TASK ITEM - Tally the lines of the records that contain the string "paths", then give the total and nothing more.

PROVIDED DATA -
***

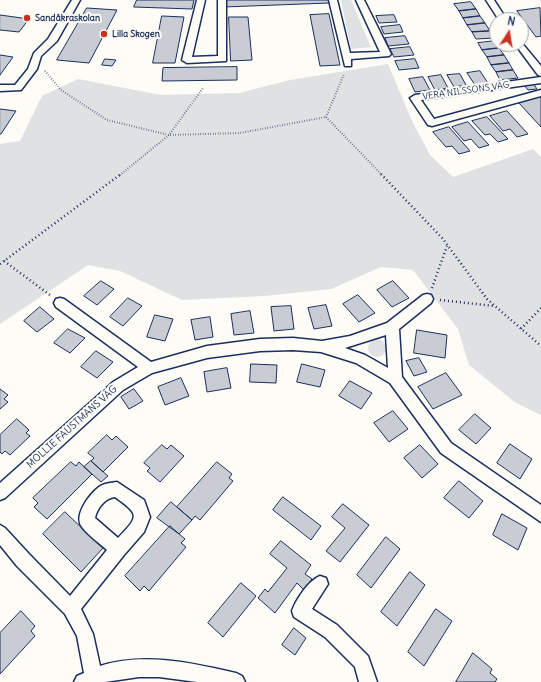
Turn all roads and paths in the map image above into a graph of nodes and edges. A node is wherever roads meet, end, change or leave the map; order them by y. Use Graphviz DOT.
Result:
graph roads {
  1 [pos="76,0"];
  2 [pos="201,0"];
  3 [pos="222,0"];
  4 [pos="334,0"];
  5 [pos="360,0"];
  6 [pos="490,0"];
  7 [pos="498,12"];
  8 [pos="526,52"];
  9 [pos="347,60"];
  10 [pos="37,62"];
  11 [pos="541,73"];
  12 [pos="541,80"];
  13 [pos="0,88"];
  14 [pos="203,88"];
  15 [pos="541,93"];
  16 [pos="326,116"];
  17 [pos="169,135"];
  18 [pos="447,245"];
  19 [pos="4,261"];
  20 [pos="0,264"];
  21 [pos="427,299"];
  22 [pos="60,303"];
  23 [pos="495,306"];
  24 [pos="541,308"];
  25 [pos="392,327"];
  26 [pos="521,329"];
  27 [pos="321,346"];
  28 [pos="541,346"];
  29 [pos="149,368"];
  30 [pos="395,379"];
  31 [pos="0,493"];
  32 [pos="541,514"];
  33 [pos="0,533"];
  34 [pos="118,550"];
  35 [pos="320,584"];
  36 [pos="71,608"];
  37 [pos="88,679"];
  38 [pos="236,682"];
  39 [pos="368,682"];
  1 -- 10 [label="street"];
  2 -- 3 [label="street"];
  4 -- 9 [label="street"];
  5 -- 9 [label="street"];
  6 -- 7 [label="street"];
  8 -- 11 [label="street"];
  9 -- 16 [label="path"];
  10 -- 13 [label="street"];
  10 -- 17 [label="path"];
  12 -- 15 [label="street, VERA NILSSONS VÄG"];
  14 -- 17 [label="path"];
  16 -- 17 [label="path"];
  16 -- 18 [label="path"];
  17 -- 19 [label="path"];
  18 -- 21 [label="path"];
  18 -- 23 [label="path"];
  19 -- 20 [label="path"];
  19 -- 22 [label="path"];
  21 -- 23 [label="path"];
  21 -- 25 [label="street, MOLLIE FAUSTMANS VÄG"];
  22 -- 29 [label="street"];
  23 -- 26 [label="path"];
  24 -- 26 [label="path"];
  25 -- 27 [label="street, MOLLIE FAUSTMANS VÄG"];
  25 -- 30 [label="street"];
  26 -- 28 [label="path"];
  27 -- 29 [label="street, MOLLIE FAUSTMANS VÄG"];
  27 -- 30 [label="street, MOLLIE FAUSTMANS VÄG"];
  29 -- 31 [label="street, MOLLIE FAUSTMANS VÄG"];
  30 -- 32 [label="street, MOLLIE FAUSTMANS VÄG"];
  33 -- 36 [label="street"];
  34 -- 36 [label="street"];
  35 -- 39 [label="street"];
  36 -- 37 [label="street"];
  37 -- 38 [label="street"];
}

***

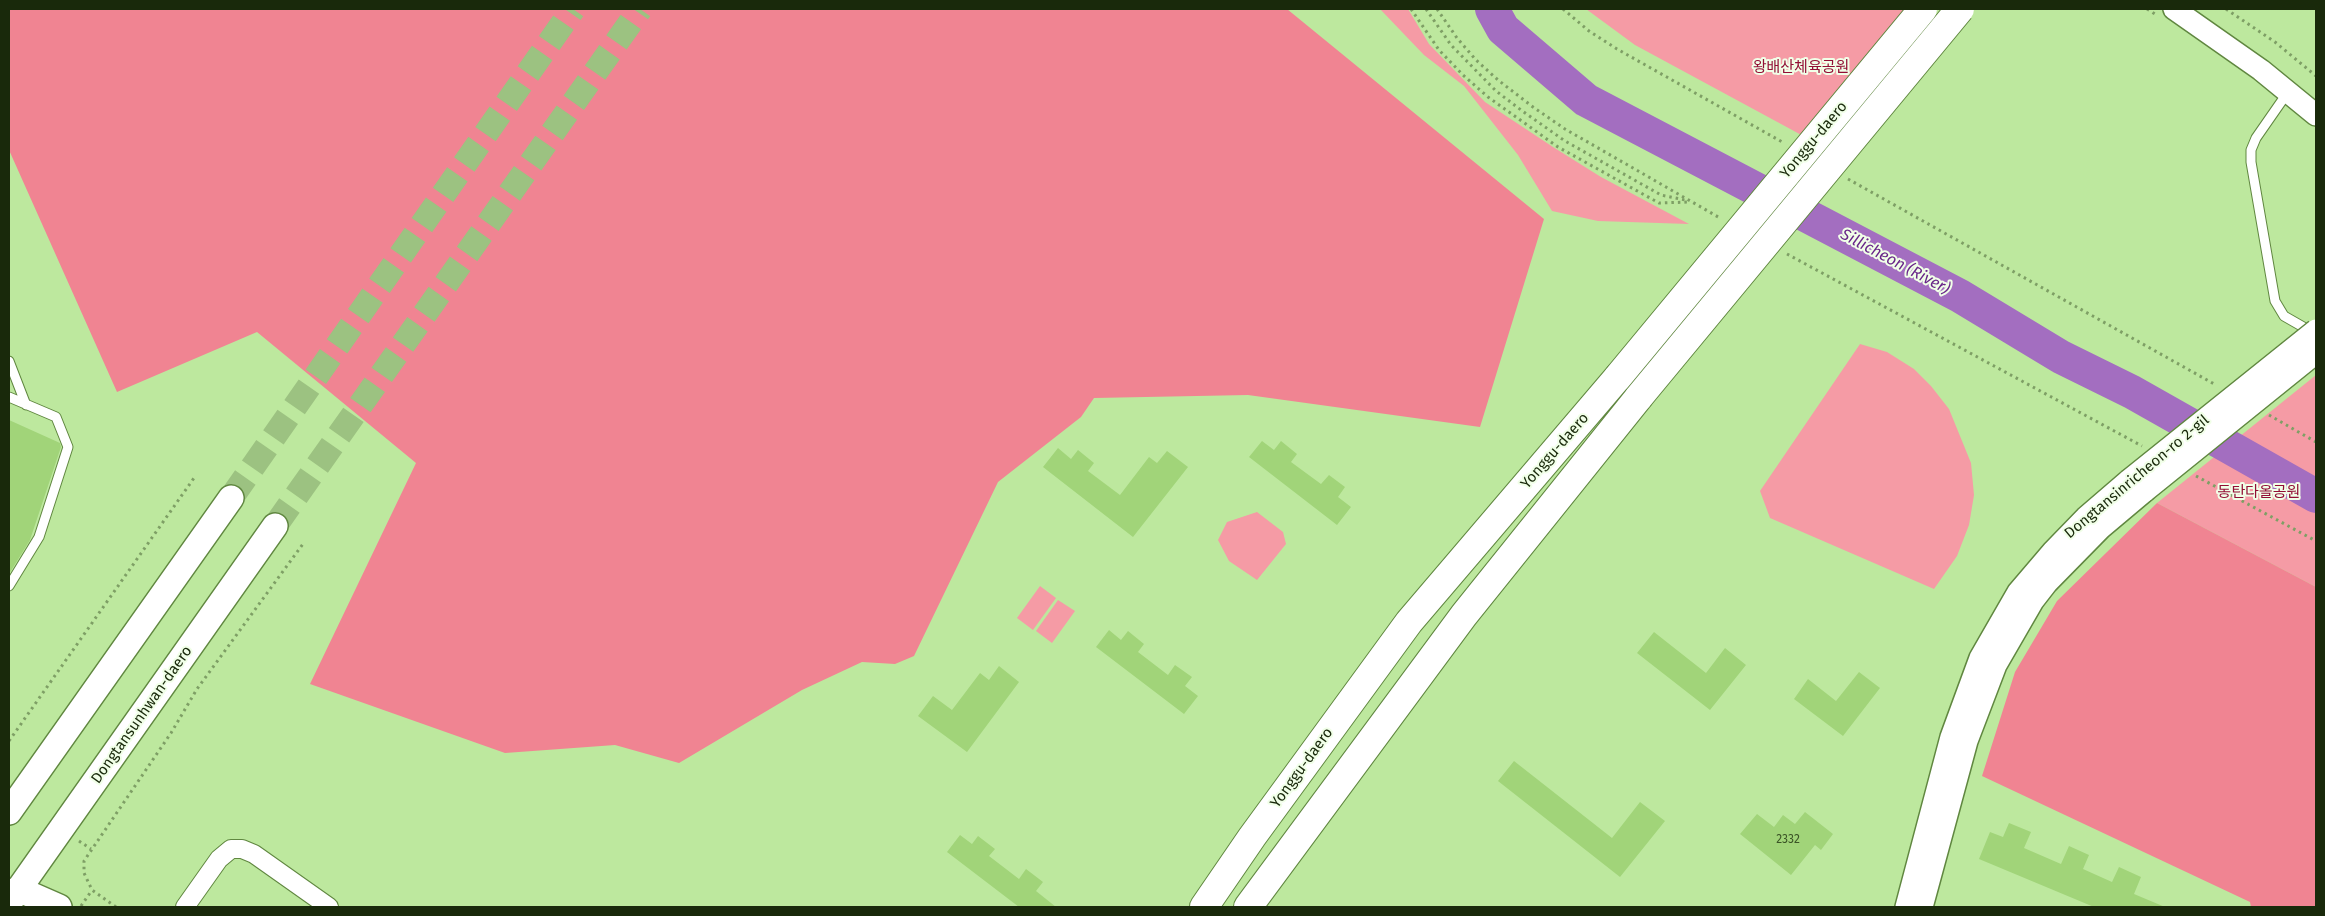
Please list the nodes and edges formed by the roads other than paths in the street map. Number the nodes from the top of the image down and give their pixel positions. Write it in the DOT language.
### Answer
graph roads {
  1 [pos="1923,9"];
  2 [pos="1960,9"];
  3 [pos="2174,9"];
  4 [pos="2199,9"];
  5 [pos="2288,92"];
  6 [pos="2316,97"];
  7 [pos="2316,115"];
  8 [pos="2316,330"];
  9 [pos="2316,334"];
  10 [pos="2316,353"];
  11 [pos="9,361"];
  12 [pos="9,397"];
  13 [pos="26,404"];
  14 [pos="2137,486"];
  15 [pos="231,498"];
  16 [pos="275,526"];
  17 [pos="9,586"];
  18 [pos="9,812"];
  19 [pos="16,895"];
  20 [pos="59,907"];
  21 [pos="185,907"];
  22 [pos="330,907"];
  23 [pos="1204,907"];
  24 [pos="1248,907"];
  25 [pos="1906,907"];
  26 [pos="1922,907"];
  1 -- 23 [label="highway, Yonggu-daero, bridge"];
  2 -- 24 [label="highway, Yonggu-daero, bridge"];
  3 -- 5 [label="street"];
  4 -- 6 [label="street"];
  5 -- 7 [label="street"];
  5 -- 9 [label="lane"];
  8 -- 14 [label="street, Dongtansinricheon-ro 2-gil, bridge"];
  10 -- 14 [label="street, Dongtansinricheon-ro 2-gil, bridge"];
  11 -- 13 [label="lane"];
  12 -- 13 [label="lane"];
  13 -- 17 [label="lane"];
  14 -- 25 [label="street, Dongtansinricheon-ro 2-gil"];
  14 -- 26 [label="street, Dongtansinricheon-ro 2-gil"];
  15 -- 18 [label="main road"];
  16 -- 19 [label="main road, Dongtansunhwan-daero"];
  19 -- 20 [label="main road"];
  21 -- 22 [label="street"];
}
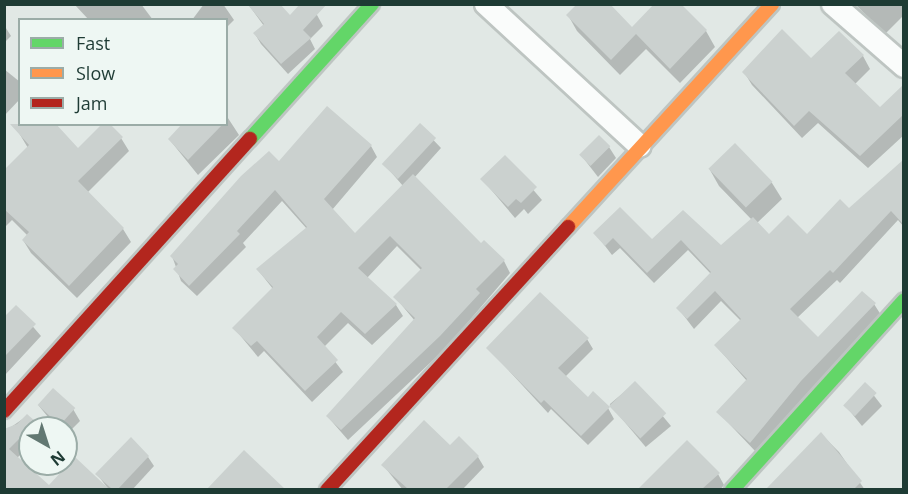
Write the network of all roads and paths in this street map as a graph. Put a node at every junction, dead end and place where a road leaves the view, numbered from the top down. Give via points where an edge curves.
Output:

***

ANSWER BELOW - 3